DNA Polymerases, Types, Structure, and Functions

DNA Polymerases: For all living organisms, reproduction—whether at the cellular level or involving entire organisms—begins with the accurate copying of DNA. The enzyme DNA polymerase carries out this critical task. DNA polymerase is a complex, multi-subunit enzyme responsible for replicating DNA. It converts a single strand of DNA into a complete, double-stranded molecule by following the base-pairing rules established by Watson and Crick.

Additionally, DNA polymerase proofreads the newly formed DNA strand and corrects any mistakes by removing incorrect nucleotides. Detailed NEET Biology Notes on DNA polymerase for NEET Biology are provided below in the article.

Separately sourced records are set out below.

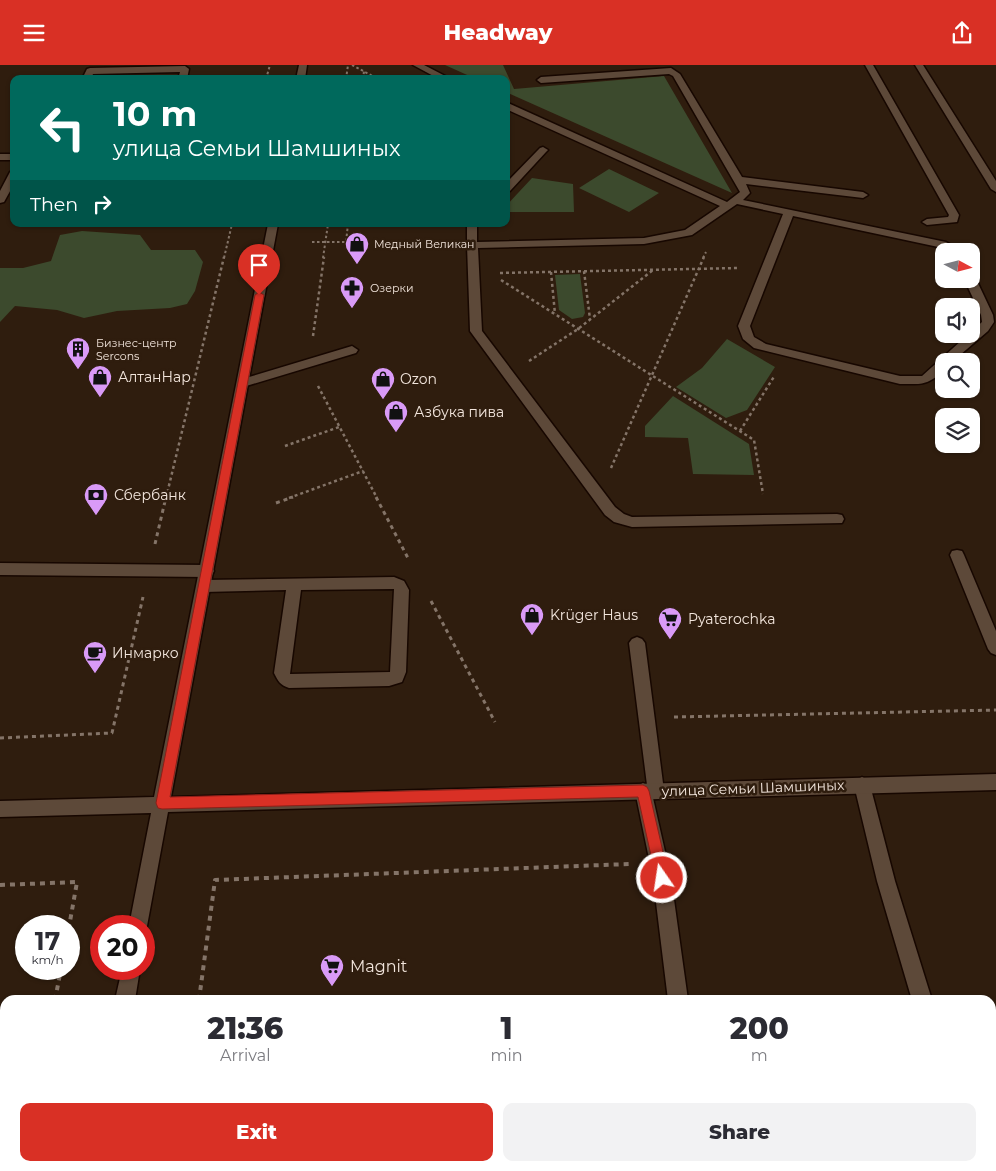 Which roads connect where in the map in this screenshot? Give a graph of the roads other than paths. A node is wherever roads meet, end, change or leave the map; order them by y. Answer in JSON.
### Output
{"nodes":[{"id":1,"x":417,"y":65,"type":"edge"},
{"id":2,"x":869,"y":65,"type":"edge"},
{"id":3,"x":919,"y":65,"type":"edge"},
{"id":4,"x":88,"y":75,"type":"edge"},
{"id":5,"x":183,"y":75,"type":"edge"},
{"id":6,"x":438,"y":75,"type":"edge"},
{"id":7,"x":541,"y":81,"type":"dead end"},
{"id":8,"x":510,"y":107,"type":"edge"},
{"id":9,"x":543,"y":150,"type":"dead end"},
{"id":10,"x":738,"y":180,"type":"junction"},
{"id":11,"x":10,"y":182,"type":"edge"},
{"id":12,"x":510,"y":185,"type":"edge"},
{"id":13,"x":996,"y":189,"type":"edge"},
{"id":14,"x":863,"y":195,"type":"dead end"},
{"id":15,"x":0,"y":201,"type":"edge"},
{"id":16,"x":731,"y":203,"type":"junction"},
{"id":17,"x":789,"y":213,"type":"junction"},
{"id":18,"x":927,"y":222,"type":"dead end"},
{"id":19,"x":272,"y":227,"type":"edge"},
{"id":20,"x":472,"y":227,"type":"edge"},
{"id":21,"x":936,"y":243,"type":"edge"},
{"id":22,"x":472,"y":245,"type":"junction"},
{"id":23,"x":974,"y":288,"type":"edge"},
{"id":24,"x":352,"y":351,"type":"dead end"},
{"id":25,"x":955,"y":353,"type":"edge"},
{"id":26,"x":935,"y":371,"type":"edge"},
{"id":27,"x":243,"y":383,"type":"junction"},
{"id":28,"x":837,"y":519,"type":"dead end"},
{"id":29,"x":957,"y":555,"type":"dead end"},
{"id":30,"x":0,"y":569,"type":"edge"},
{"id":31,"x":206,"y":578,"type":"junction"},
{"id":32,"x":294,"y":584,"type":"junction"},
{"id":33,"x":637,"y":643,"type":"dead end"},
{"id":34,"x":996,"y":649,"type":"edge"},
{"id":35,"x":996,"y":782,"type":"edge"},
{"id":36,"x":862,"y":785,"type":"junction"},
{"id":37,"x":650,"y":791,"type":"junction"},
{"id":38,"x":162,"y":803,"type":"junction"},
{"id":39,"x":0,"y":809,"type":"edge"},
{"id":40,"x":140,"y":915,"type":"edge"},
{"id":41,"x":129,"y":980,"type":"edge"},
{"id":42,"x":126,"y":995,"type":"edge"},
{"id":43,"x":677,"y":995,"type":"edge"},
{"id":44,"x":920,"y":995,"type":"edge"}],
"edges":[{"from":1,"to":6,"type":"street"},
{"from":2,"to":18,"type":"street"},
{"from":3,"to":13,"type":"street"},
{"from":4,"to":5,"type":"street"},
{"from":7,"to":10,"type":"street"},
{"from":8,"to":16,"type":"street"},
{"from":9,"to":12,"type":"street"},
{"from":10,"to":14,"type":"street"},
{"from":10,"to":16,"type":"street"},
{"from":11,"to":15,"type":"street"},
{"from":16,"to":17,"type":"street"},
{"from":16,"to":22,"type":"street"},
{"from":17,"to":21,"type":"street"},
{"from":17,"to":26,"type":"street"},
{"from":19,"to":27,"type":"street"},
{"from":20,"to":22,"type":"street"},
{"from":22,"to":28,"type":"street"},
{"from":23,"to":25,"type":"street"},
{"from":24,"to":27,"type":"street"},
{"from":27,"to":31,"type":"street"},
{"from":29,"to":34,"type":"street"},
{"from":30,"to":31,"type":"street"},
{"from":31,"to":32,"type":"street"},
{"from":31,"to":38,"type":"street"},
{"from":32,"to":32,"type":"street"},
{"from":33,"to":37,"type":"street"},
{"from":35,"to":36,"type":"street","name":"улица Семьи Шамшиных"},
{"from":36,"to":37,"type":"street","name":"улица Семьи Шамшиных"},
{"from":36,"to":44,"type":"street"},
{"from":37,"to":38,"type":"street","name":"улица Семьи Шамшиных"},
{"from":37,"to":43,"type":"street"},
{"from":38,"to":39,"type":"street","name":"улица Семьи Шамшиных"},
{"from":38,"to":40,"type":"street"},
{"from":41,"to":42,"type":"street"}]}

Free Study Material for NEET Preparation

What are DNA Polymerases?

A DNA polymerase is an enzyme that belongs to a group responsible for building DNA molecules from nucleoside triphosphates, which are the basic units of DNA. These enzymes play a crucial role in DNA replication, working together to create two identical copies of a DNA strand from one original strand. During this process, the DNA polymerase reads the existing DNA strands to produce two new strands that match the originals.

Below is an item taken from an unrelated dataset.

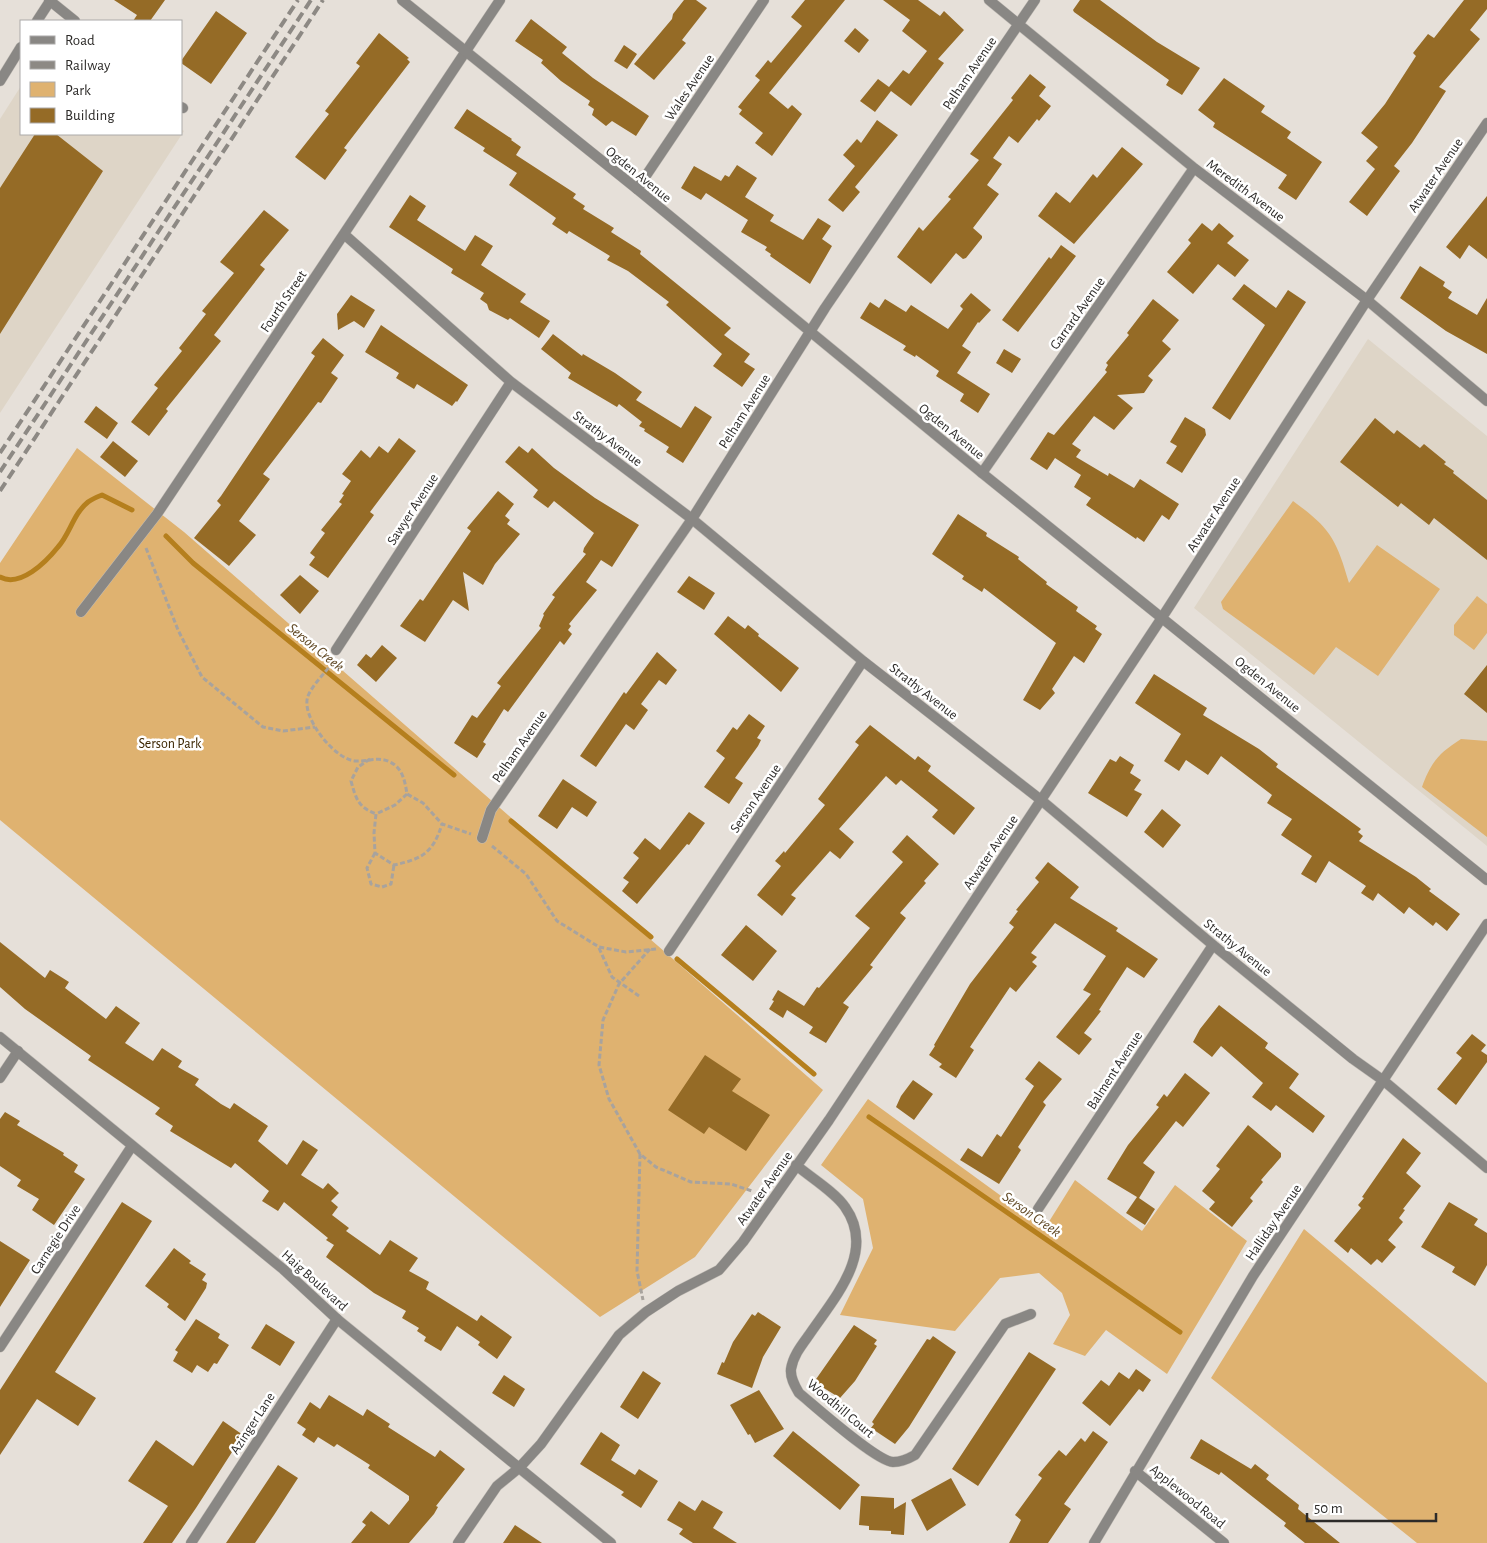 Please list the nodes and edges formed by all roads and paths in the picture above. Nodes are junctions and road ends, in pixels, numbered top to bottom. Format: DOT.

The enzyme facilitates a chemical reaction where deoxynucleoside triphosphate combines with a DNA strand, releasing pyrophosphate and extending the DNA strand by adding one nucleotide at its 3'-end. Every time a cell divides, DNA polymerases are essential for duplicating the cell's DNA, ensuring each daughter cell receives an exact copy of the original DNA molecule. This process ensures genetic information is faithfully passed on to future generations.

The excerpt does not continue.